The results of the study sharply contrast with the studies reporting that the ADR is inversely correlated with the incidence of interval cancers. Importantly, since the study was performed at an endoscopic center of excellence, it is possible that the ADRs were above a certain threshold, thus obscuring their relation to the discovery of pathology during repeat procedures. According to some, the ADR should be at least 20 % in order to decrease the risk of subsequently detected colorectal cancer [9]. In the discussed study, the ADR of low detectors was ~23 %. In comparison with the study published in the New England Journal of Medicine [2], even the low adenoma detectors were highly skilled endoscopists, which might have potentially biased that study. Therefore, future studies evaluating a potential “polyp paradox” should also include endoscopists with ADRs < 20 %.
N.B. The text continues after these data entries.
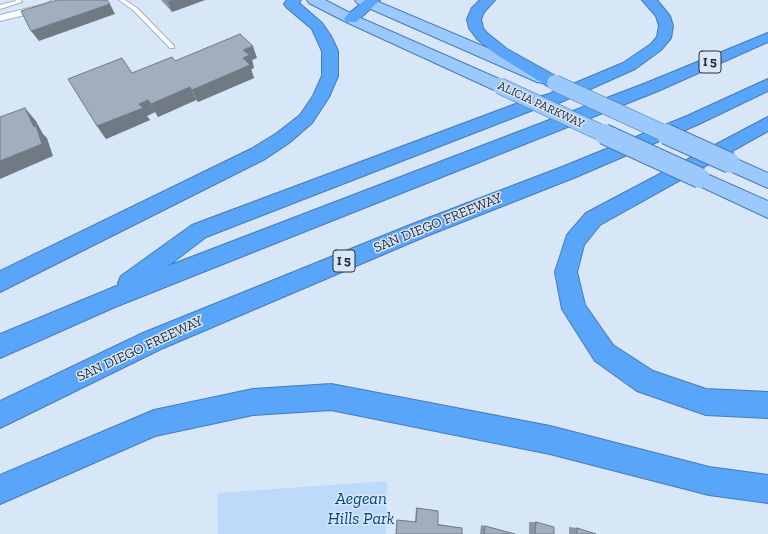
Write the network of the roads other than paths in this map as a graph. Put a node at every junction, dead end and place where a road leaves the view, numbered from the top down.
1 (61, 0) edge
2 (122, 0) edge
3 (294, 0) edge
4 (314, 0) edge
5 (488, 0) edge
6 (649, 0) edge
7 (18, 1) edge
8 (368, 1) edge
9 (0, 7) edge
10 (26, 12) junction
11 (0, 18) edge
12 (351, 19) junction
13 (768, 37) edge
14 (172, 47) dead end
15 (555, 83) junction
16 (768, 84) edge
17 (768, 123) edge
18 (768, 180) edge
19 (768, 210) edge
20 (0, 282) edge
21 (107, 300) junction
22 (0, 346) edge
23 (768, 405) edge
24 (0, 414) edge
25 (768, 488) edge
26 (0, 490) edge

1 - 10 street
2 - 14 lane
3 - 20 highway
4 - 12 main road, ALICIA PARKWAY
5 - 15 highway
6 - 21 highway
7 - 9 lane
7 - 10 lane
8 - 12 highway
8 - 15 main road, ALICIA PARKWAY
10 - 11 street
12 - 19 main road, ALICIA PARKWAY, bridge
13 - 21 highway, I 5
15 - 18 main road, ALICIA PARKWAY, bridge
16 - 24 highway, SAN DIEGO FREEWAY / I 5
17 - 23 highway
21 - 22 highway, I 5
25 - 26 highway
The overall incidence of interval cancers was exceptionally low in the discussed study, thus indirectly suggesting that a high ADR does reduce the risk of interval cancers. Moreover, the Gómez et al. study did not attribute any benefit to high-definition white-light endoscopy when compared to standard-definition white-light endoscopy. Although one recent retrospective study from the same group had reported higher ADRs for high-definition versus standard-definition endoscopy (29 vs. 24 %, P = 0.026), those results had have not been confirmed by retrospective cohort studies [10, 11]. Moreover, a meta-analysis of 5 (3 retrospective) studies involving 4,422 patients reported no differences between high-definition and standard-definition endoscopy in the detection of high-risk adenomas [12]. The incremental yield of high-definition colonoscopy for the detection of any polyp was 3.8 % with a number needed to treat of 26, with similar data for the detection of adenomatous polyps. Therefore, prospective, randomized, multicenter trials evaluating the efficacy of high-definition versus standard or versus high-resolution endoscopy are highly warranted in order to finally clarify this issue.

Taken together, this well-presented study by Victoria Gómez et al. did not report any significant differences between high-definition and standard-definition endoscopy and high vs. low adenoma detectors in relation to the number of polyps or adenomas detected at follow-up colonoscopy. The study introduced the term of a potential “polyp paradox” to the literature. Although this “polyp paradox” could not be confirmed in this retrospective analysis, the study paves the way to acquire further scientific evidence to validate its findings in a prospective randomized controlled trial.

Therefore, to return to the Carroll’s paradox, “Whatever logic is good enough to tell is worth writing down” indeed.